There were three stages at the music festival. DJ Santana (ULV alumnus Steven Santana) played songs from the 1920s to 1950s on the Lawn, while at the same time, DJ Spré (senior computer science and engineering major Raymond Gonzalez) played songs from 1960s to 1980s at the courtyard behind Vista La Verne. DJ Deric (local artist Deric Berberabe) took over DJ Spré’s stage halfway through the event and played music from the 1990s to contemporary music. The music from different time periods were altered with a slight electronic dance music feel.
Alyssa Ramos, sophomore speech communication major and Campus Activities Board concert chairwoman, and Reanna Hilario, junior communications major and CAB spirit chairwoman, organized the event together. They came up with the idea in August 2015, and the actual event planning process took about a month and a half.
Ramos and Hilario both enjoy attending music festivals and concerts and Hilario is also a music minor.
“We are both obsessed with concerts,” Ramos said. “We came up with the idea to throw La Verne’s very first music festival, because we thought it would be a fun new event that hasn’t been attempted yet. And because music festivals of all kinds have become increasingly more popular, we thought the students of ULV would enjoy this new event.”
The event was purposely planned toward the end of the school year, because Ramos and Hilario wanted to make it a big event to wrap up the year. Clubs and organizations also had booths to fundraise by selling food and publicize their events.
“Clubs are here giving their support, and we advertised to get a lot of people to come out,” Hilario said. “It’s a big event, and it helped us support (the clubs) and have them support us too. The clubs are not only publicizing their events – they’re publicizing our event too.”
“Through the Decades” was also an event in collaboration with Phi Delta Theta fraternity’s 24-hour teeter-totter event, which raises awareness and fundraises for amyotrophic lateral sclerosis.

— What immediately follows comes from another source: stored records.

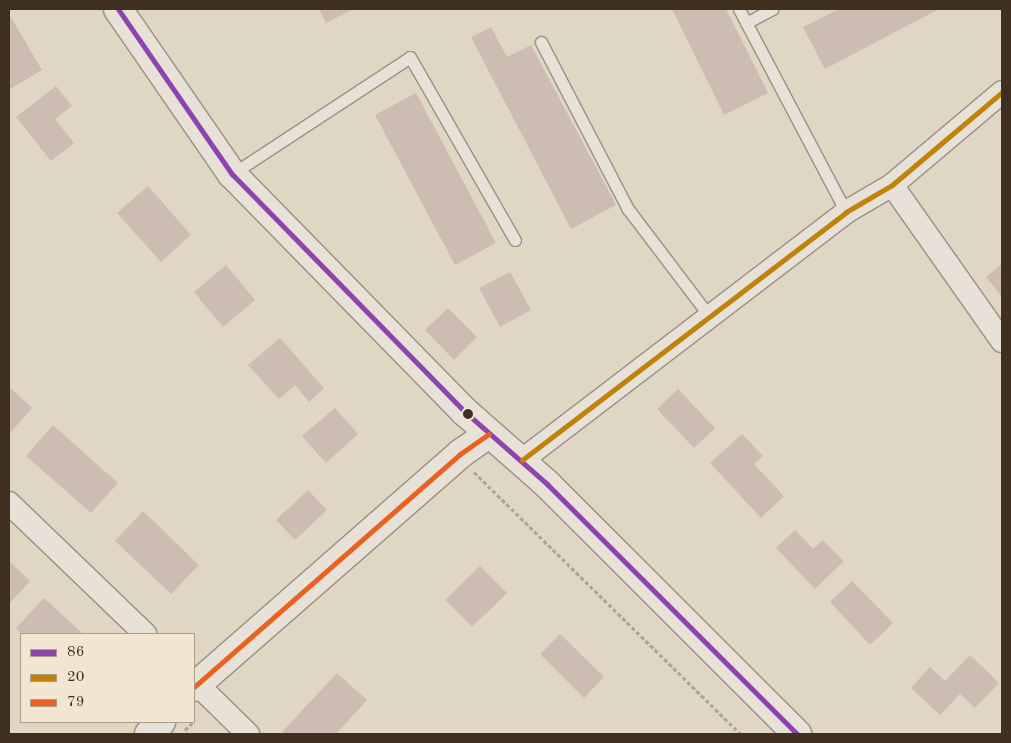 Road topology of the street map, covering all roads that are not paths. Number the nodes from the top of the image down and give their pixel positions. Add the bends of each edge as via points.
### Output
1 (118, 9) edge
2 (739, 9) edge
3 (772, 9) edge
4 (746, 23) junction
5 (541, 42) dead end
6 (1002, 92) edge
7 (232, 174) junction
8 (892, 185) junction
9 (846, 212) junction
10 (515, 240) dead end
11 (710, 317) junction
12 (1002, 341) edge
13 (489, 434) junction
14 (522, 460) junction
15 (9, 503) edge
16 (144, 633) edge
17 (200, 688) edge
18 (160, 723) edge
19 (149, 734) edge
20 (248, 734) edge
21 (797, 734) edge

1 - 7 main road
2 - 4 lane
3 - 4 lane
4 - 9 lane
5 - 11 lane via 628,209
6 - 8 street
7 - 10 lane via 410,56
7 - 13 main road
8 - 9 street
8 - 12 street
9 - 11 street
11 - 14 street
13 - 14 main road
13 - 17 main road via 460,454
14 - 21 main road
15 - 16 street
17 - 20 street
18 - 19 main road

The fraternity brothers take turns riding a teeter-totter and the teeter-totter does not stand still at anytime for 24 hours.

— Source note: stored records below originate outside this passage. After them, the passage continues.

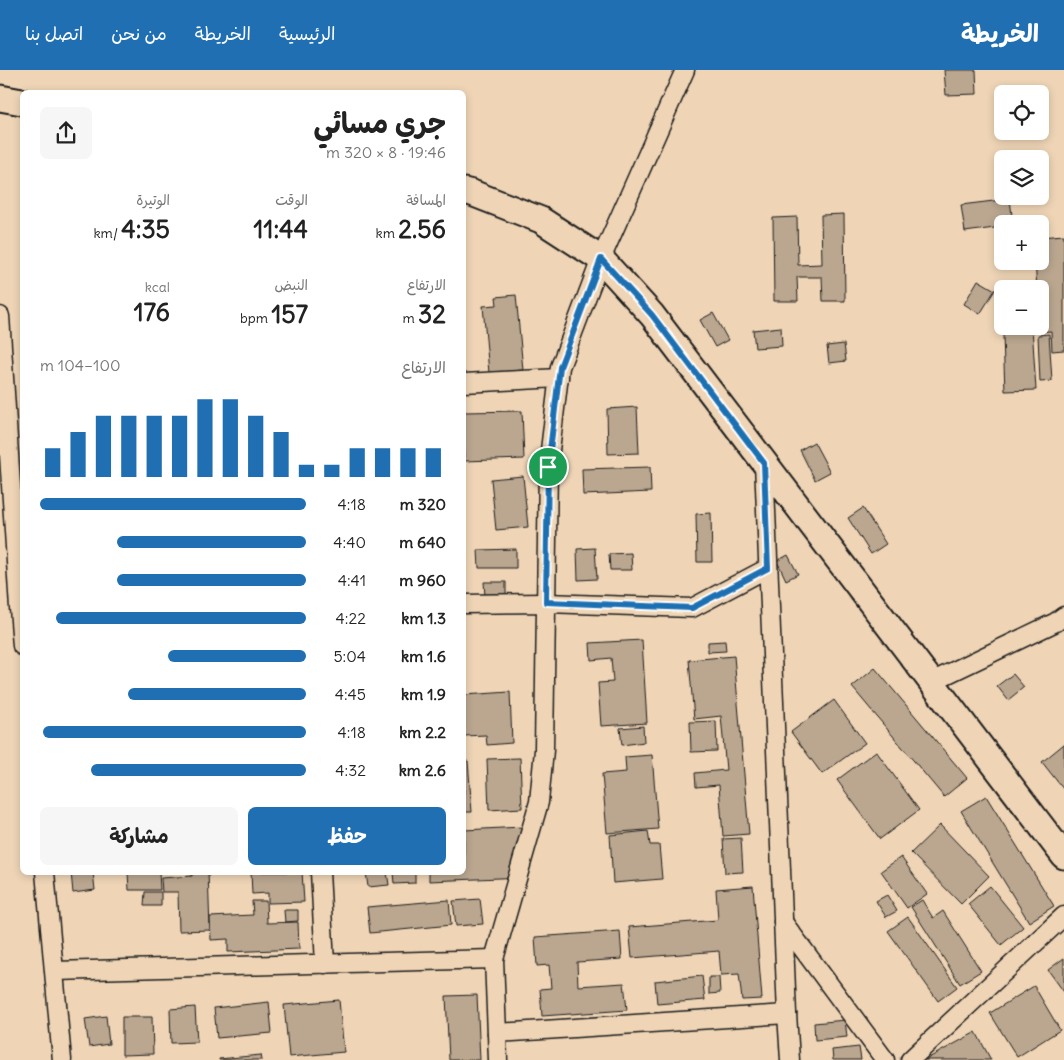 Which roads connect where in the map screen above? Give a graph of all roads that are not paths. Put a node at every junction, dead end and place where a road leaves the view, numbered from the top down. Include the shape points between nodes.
1 (684, 70) edge
2 (0, 98) edge
3 (20, 102) edge
4 (466, 192) edge
5 (601, 259) junction
6 (0, 316) edge
7 (559, 378) junction
8 (466, 384) edge
9 (14, 409) edge
10 (764, 463) junction
11 (768, 568) junction
12 (20, 573) edge
13 (546, 602) junction
14 (466, 604) edge
15 (1064, 616) edge
16 (931, 682) junction
17 (1064, 856) edge
18 (45, 875) edge
19 (320, 875) edge
20 (1064, 916) edge
21 (783, 922) junction
22 (494, 960) junction
23 (325, 964) junction
24 (55, 971) junction
25 (787, 1014) junction
26 (497, 1033) junction
27 (882, 1058) edge
28 (62, 1060) edge
29 (498, 1060) edge
30 (790, 1060) edge
31 (910, 1060) edge

1 - 5 street
2 - 3 street
4 - 5 street via 541,220
5 - 7 street via 560,367
5 - 10 street via 652,315
6 - 9 street
7 - 8 street
7 - 13 street via 548,467
9 - 12 street
10 - 11 street
10 - 16 street
11 - 13 street via 692,608
11 - 21 street
13 - 14 street
13 - 22 street via 544,750 539,802
15 - 16 street
16 - 17 street
18 - 24 street
19 - 23 street
20 - 31 street
21 - 25 street
21 - 27 street
22 - 23 street
22 - 26 street
23 - 24 street
24 - 28 street
25 - 26 street
25 - 30 street
26 - 29 street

Hilario was happy about the event and felt it was successful.
“I’m really happy people are enjoying the event and the food, and the clubs are getting their support,” Hilario said.
Ramos would like to see a similar event on campus in the future.
“We tried to get as many clubs and organizations involved to make everyone feel included on this campus,” Ramos said. “Because this is the first attempt at a festival like this one, my main hope is that it works out so great that CAB wants to do it again next year, only better.”